### Stored data
++++++++++++++++++++

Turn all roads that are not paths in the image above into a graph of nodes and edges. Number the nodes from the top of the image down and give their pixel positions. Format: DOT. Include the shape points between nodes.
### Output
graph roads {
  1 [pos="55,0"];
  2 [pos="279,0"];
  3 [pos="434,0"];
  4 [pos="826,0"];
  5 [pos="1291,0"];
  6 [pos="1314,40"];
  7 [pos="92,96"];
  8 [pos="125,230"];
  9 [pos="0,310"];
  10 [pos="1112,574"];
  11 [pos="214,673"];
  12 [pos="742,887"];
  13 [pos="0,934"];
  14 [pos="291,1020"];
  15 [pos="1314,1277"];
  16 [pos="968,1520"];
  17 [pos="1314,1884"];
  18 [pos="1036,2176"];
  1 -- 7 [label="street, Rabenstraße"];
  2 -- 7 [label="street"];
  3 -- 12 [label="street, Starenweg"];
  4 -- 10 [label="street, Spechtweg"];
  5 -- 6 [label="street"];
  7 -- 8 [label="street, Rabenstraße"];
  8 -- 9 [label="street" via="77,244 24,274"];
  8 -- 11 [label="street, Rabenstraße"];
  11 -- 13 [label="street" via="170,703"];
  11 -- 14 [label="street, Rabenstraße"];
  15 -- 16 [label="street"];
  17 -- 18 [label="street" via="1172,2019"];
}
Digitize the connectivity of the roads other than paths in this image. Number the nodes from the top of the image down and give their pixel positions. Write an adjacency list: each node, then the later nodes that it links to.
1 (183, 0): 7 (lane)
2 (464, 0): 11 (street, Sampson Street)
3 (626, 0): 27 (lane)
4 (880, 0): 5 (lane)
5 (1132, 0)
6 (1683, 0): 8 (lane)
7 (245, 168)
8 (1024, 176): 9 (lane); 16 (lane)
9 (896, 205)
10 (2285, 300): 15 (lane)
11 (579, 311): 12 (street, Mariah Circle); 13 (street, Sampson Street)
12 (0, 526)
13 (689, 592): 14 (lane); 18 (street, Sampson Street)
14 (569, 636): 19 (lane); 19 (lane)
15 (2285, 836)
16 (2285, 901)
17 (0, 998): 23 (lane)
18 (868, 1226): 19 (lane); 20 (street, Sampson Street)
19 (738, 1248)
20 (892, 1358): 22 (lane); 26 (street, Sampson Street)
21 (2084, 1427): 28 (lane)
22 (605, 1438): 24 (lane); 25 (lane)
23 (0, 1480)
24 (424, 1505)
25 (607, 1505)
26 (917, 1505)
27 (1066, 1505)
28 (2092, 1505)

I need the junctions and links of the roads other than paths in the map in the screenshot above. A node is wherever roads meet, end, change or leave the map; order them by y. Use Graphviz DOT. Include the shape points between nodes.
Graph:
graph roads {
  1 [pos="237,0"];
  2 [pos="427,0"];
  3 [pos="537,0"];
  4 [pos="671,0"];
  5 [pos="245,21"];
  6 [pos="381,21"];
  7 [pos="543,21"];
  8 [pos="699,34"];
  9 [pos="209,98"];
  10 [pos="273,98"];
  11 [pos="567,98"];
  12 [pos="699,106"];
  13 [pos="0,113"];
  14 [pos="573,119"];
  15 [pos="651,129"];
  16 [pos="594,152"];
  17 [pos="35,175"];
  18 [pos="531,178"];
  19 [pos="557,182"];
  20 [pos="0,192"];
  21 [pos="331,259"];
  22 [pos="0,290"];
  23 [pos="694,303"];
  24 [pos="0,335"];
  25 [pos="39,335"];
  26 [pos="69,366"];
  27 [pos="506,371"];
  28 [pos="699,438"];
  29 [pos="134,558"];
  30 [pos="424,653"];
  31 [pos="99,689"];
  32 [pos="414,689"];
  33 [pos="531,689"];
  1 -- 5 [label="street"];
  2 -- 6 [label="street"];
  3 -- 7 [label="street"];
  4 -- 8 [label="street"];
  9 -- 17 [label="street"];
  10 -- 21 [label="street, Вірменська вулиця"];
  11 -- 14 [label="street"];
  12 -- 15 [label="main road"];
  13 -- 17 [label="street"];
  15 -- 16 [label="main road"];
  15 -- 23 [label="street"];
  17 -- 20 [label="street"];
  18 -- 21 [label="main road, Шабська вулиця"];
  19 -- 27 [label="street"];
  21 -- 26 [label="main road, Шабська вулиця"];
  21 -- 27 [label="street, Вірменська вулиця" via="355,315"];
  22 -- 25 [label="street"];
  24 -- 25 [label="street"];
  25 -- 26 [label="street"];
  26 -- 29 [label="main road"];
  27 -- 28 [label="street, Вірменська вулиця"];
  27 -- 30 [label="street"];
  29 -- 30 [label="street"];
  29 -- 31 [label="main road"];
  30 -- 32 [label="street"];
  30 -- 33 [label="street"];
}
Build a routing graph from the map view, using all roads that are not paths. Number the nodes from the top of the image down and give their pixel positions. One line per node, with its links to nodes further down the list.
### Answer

++++++++++++++++++++

### Exercise brief
Please retype the data, matching it exactly.

### Task result
Turn all roads that are not paths in the image above into a graph of nodes and edges. Number the nodes from the top of the image down and give their pixel positions. Format: DOT. Include the shape points between nodes.
### Output
graph roads {
  1 [pos="55,0"];
  2 [pos="279,0"];
  3 [pos="434,0"];
  4 [pos="826,0"];
  5 [pos="1291,0"];
  6 [pos="1314,40"];
  7 [pos="92,96"];
  8 [pos="125,230"];
  9 [pos="0,310"];
  10 [pos="1112,574"];
  11 [pos="214,673"];
  12 [pos="742,887"];
  13 [pos="0,934"];
  14 [pos="291,1020"];
  15 [pos="1314,1277"];
  16 [pos="968,1520"];
  17 [pos="1314,1884"];
  18 [pos="1036,2176"];
  1 -- 7 [label="street, Rabenstraße"];
  2 -- 7 [label="street"];
  3 -- 12 [label="street, Starenweg"];
  4 -- 10 [label="street, Spechtweg"];
  5 -- 6 [label="street"];
  7 -- 8 [label="street, Rabenstraße"];
  8 -- 9 [label="street" via="77,244 24,274"];
  8 -- 11 [label="street, Rabenstraße"];
  11 -- 13 [label="street" via="170,703"];
  11 -- 14 [label="street, Rabenstraße"];
  15 -- 16 [label="street"];
  17 -- 18 [label="street" via="1172,2019"];
}
Digitize the connectivity of the roads other than paths in this image. Number the nodes from the top of the image down and give their pixel positions. Write an adjacency list: each node, then the later nodes that it links to.
1 (183, 0): 7 (lane)
2 (464, 0): 11 (street, Sampson Street)
3 (626, 0): 27 (lane)
4 (880, 0): 5 (lane)
5 (1132, 0)
6 (1683, 0): 8 (lane)
7 (245, 168)
8 (1024, 176): 9 (lane); 16 (lane)
9 (896, 205)
10 (2285, 300): 15 (lane)
11 (579, 311): 12 (street, Mariah Circle); 13 (street, Sampson Street)
12 (0, 526)
13 (689, 592): 14 (lane); 18 (street, Sampson Street)
14 (569, 636): 19 (lane); 19 (lane)
15 (2285, 836)
16 (2285, 901)
17 (0, 998): 23 (lane)
18 (868, 1226): 19 (lane); 20 (street, Sampson Street)
19 (738, 1248)
20 (892, 1358): 22 (lane); 26 (street, Sampson Street)
21 (2084, 1427): 28 (lane)
22 (605, 1438): 24 (lane); 25 (lane)
23 (0, 1480)
24 (424, 1505)
25 (607, 1505)
26 (917, 1505)
27 (1066, 1505)
28 (2092, 1505)

I need the junctions and links of the roads other than paths in the map in the screenshot above. A node is wherever roads meet, end, change or leave the map; order them by y. Use Graphviz DOT. Include the shape points between nodes.
Graph:
graph roads {
  1 [pos="237,0"];
  2 [pos="427,0"];
  3 [pos="537,0"];
  4 [pos="671,0"];
  5 [pos="245,21"];
  6 [pos="381,21"];
  7 [pos="543,21"];
  8 [pos="699,34"];
  9 [pos="209,98"];
  10 [pos="273,98"];
  11 [pos="567,98"];
  12 [pos="699,106"];
  13 [pos="0,113"];
  14 [pos="573,119"];
  15 [pos="651,129"];
  16 [pos="594,152"];
  17 [pos="35,175"];
  18 [pos="531,178"];
  19 [pos="557,182"];
  20 [pos="0,192"];
  21 [pos="331,259"];
  22 [pos="0,290"];
  23 [pos="694,303"];
  24 [pos="0,335"];
  25 [pos="39,335"];
  26 [pos="69,366"];
  27 [pos="506,371"];
  28 [pos="699,438"];
  29 [pos="134,558"];
  30 [pos="424,653"];
  31 [pos="99,689"];
  32 [pos="414,689"];
  33 [pos="531,689"];
  1 -- 5 [label="street"];
  2 -- 6 [label="street"];
  3 -- 7 [label="street"];
  4 -- 8 [label="street"];
  9 -- 17 [label="street"];
  10 -- 21 [label="street, Вірменська вулиця"];
  11 -- 14 [label="street"];
  12 -- 15 [label="main road"];
  13 -- 17 [label="street"];
  15 -- 16 [label="main road"];
  15 -- 23 [label="street"];
  17 -- 20 [label="street"];
  18 -- 21 [label="main road, Шабська вулиця"];
  19 -- 27 [label="street"];
  21 -- 26 [label="main road, Шабська вулиця"];
  21 -- 27 [label="street, Вірменська вулиця" via="355,315"];
  22 -- 25 [label="street"];
  24 -- 25 [label="street"];
  25 -- 26 [label="street"];
  26 -- 29 [label="main road"];
  27 -- 28 [label="street, Вірменська вулиця"];
  27 -- 30 [label="street"];
  29 -- 30 [label="street"];
  29 -- 31 [label="main road"];
  30 -- 32 [label="street"];
  30 -- 33 [label="street"];
}
Build a routing graph from the map view, using all roads that are not paths. Number the nodes from the top of the image down and give their pixel positions. One line per node, with its links to nodes further down the list.
### Answer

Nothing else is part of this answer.